What data does Homer draw upon to reach his conclusion? Says he:

  • “I asked one Richmond area contractor to develop a bottoms up cost estimate of what a heavy crane, operator, five man rigging crew, and mobilization costs might amount to on a daily basis.  The detailed answer totaled approximately $20,000 per day.”
  • “I also asked one Northern Virginia contractor to develop a top down cost estimate of the same elements.  The answer was $25,000 to $30,000 per day.”

These numbers, he says, are consistent with the $20,000 it cost the City of Baltimore to remove, transport, and store four Confederate statues in 2017, and a $33,000 bid received by the Brunswick County, Va., board of supervisors to remove a statue from the county courthouse square. The Brunswick County board unanimously voted to take down the statue, according to the Brunswick Times, but balked at the $33,000 price tag, which included $26,500 for removal, $2,800 for site restoration, and $4,000 in other costs.

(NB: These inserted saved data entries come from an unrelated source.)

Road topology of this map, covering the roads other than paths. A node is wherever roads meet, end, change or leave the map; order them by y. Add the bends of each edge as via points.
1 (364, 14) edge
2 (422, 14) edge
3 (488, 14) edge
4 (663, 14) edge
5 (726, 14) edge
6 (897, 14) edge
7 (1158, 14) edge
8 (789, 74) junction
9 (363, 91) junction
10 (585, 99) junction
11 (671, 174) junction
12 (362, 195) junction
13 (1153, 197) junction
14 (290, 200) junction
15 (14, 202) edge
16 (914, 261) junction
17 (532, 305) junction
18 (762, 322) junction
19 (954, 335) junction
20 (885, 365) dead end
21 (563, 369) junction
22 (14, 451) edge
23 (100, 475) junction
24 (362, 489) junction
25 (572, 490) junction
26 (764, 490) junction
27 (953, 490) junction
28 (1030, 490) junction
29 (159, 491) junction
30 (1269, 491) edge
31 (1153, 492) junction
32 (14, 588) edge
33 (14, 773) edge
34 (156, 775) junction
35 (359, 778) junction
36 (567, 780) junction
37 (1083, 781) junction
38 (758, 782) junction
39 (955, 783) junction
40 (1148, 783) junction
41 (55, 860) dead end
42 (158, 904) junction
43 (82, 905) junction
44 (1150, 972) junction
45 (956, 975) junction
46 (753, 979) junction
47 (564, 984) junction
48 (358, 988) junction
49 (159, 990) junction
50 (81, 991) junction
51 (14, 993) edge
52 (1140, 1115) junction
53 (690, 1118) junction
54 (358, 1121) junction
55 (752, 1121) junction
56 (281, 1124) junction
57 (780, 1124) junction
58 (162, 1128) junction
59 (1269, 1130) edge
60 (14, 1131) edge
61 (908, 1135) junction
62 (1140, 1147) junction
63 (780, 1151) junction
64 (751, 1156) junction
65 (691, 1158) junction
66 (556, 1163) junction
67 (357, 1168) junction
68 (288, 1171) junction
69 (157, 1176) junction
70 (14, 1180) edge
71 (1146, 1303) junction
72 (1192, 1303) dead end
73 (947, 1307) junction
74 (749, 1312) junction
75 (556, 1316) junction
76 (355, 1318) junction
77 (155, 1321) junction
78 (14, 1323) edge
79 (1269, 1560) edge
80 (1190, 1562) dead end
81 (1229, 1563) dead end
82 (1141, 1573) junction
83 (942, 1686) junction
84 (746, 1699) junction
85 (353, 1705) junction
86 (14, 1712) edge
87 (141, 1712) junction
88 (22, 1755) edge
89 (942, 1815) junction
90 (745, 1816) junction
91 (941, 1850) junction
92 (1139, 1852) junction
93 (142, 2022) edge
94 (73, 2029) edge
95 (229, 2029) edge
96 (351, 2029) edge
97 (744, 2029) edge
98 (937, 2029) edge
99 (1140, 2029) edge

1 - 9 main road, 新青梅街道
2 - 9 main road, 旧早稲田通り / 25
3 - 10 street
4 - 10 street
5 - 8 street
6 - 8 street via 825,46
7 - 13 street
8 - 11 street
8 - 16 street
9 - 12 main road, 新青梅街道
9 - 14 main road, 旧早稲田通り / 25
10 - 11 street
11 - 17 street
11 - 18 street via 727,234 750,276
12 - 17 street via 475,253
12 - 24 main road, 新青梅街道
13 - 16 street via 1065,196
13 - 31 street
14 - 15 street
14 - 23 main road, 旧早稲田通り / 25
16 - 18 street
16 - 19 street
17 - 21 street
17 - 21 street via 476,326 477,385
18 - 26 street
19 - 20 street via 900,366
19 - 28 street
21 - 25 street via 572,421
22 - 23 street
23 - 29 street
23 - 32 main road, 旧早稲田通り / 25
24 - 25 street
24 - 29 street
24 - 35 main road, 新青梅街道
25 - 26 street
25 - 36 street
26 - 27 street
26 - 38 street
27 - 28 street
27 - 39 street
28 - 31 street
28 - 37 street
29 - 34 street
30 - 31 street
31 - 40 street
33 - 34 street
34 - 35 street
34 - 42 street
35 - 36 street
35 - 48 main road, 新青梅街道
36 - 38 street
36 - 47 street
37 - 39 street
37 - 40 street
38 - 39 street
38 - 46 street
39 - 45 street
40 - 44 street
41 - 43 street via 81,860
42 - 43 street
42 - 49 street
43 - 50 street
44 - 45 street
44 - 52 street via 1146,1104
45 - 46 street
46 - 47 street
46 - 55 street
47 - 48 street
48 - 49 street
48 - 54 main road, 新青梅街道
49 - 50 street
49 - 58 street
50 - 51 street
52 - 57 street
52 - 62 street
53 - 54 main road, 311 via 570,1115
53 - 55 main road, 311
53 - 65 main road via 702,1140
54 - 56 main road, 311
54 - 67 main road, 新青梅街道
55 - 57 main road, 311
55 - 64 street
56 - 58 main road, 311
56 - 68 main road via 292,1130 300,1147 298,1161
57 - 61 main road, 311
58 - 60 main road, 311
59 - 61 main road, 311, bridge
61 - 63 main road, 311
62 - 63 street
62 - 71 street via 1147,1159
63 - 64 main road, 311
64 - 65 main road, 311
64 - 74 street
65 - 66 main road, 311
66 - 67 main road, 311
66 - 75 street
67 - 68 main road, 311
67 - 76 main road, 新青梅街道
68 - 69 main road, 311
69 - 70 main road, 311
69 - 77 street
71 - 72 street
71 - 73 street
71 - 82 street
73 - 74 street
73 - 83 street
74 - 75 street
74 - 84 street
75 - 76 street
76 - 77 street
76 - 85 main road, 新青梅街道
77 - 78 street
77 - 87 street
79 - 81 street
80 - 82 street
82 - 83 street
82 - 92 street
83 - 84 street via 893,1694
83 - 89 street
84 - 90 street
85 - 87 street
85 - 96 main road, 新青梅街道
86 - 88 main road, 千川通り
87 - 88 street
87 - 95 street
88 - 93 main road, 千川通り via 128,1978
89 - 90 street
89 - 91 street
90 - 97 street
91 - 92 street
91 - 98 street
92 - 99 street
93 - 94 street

“If these numbers are even remotely accurate, they raise serious questions about the City procurement process,” says Homer. “These go beyond a declaration of emergency and to the City’s right to know what a procured good or service actually cost, what was the split between the general contractor and its subs, how much, if any, went to a minority firm, etc. ”

Stoney has defended the action as necessary under the conditions at the time, in which protesters in the wake of the George Floyd shooting were attempting to remove the statues themselves. In tearing down a statue in Portsmouth, a man was severely injured when the statue fell on him. Governor Ralph Northam had declared a state of emergency in Richmond, and Stoney says that he had the authority to circumvent the city’s time-consuming procurement process. The city could find no Virginia crane & rigging company to do the job, so it had to look outside the state.

(For what it’s worth, the Brunswick County bid was submitted by Clary Construction Co., Inc., a Lawrenceville, Va., construction firm.)

NAH LLC, a dummy corporation set up by Stoney contributor Devon Henry, submitted a proposal that would charge the city $180,000 per day to bring an out-of-state crew to Richmond, wait up to five days for Stoney to give the word to commence work, and then five days for the actual work. FOIA inquiries could find no indication, however, that Stoney had fulfilled the minimal requirements for an emergency procurement, which included a written justification for short-circuiting the normal procurement process.

Bacon’s Rebellion calls upon Stoney and/or Devon Henry to submit audited statements detailing how much NAH paid its subcontractors and how much the company retained in profit.